**Task directions**. Pull each line holding the word "main" from the data.

^^^^^^^^^^^^^^^^

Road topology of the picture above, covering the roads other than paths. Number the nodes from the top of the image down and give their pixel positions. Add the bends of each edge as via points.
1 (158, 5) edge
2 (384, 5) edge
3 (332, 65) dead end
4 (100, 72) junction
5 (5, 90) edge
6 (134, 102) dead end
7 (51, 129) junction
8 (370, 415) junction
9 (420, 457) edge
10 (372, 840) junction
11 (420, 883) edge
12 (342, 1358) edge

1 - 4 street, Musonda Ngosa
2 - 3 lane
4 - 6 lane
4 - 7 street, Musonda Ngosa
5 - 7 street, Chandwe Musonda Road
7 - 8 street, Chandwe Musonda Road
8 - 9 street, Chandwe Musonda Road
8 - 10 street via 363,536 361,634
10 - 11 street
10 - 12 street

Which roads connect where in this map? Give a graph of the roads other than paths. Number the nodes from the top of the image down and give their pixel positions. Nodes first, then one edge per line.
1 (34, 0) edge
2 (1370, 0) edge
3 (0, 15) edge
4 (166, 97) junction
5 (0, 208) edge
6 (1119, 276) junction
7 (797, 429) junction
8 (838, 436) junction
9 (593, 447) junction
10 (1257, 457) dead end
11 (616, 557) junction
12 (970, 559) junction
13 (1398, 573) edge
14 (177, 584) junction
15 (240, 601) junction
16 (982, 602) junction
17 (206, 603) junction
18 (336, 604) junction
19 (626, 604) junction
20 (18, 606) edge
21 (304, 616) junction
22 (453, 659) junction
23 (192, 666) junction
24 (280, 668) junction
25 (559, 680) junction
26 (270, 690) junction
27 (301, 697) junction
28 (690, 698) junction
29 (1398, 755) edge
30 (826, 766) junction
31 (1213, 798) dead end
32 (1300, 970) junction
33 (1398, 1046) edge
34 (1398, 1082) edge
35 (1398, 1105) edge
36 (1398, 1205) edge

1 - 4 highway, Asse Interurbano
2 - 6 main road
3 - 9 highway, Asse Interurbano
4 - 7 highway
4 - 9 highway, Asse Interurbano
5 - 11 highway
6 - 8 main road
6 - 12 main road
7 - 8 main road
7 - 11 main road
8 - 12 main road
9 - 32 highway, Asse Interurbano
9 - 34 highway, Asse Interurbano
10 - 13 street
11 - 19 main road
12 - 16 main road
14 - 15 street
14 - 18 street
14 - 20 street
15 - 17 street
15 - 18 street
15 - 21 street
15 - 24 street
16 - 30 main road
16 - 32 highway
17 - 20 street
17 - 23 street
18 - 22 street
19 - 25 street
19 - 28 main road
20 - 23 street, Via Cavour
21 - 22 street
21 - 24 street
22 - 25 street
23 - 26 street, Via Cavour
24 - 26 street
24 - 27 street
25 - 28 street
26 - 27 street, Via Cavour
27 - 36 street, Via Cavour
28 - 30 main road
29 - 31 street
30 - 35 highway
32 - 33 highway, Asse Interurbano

^^^^^^^^^^^^^^^^

**Response**.
2 - 6 main road
6 - 8 main road
6 - 12 main road
7 - 8 main road
7 - 11 main road
8 - 12 main road
11 - 19 main road
12 - 16 main road
16 - 30 main road
19 - 28 main road
28 - 30 main road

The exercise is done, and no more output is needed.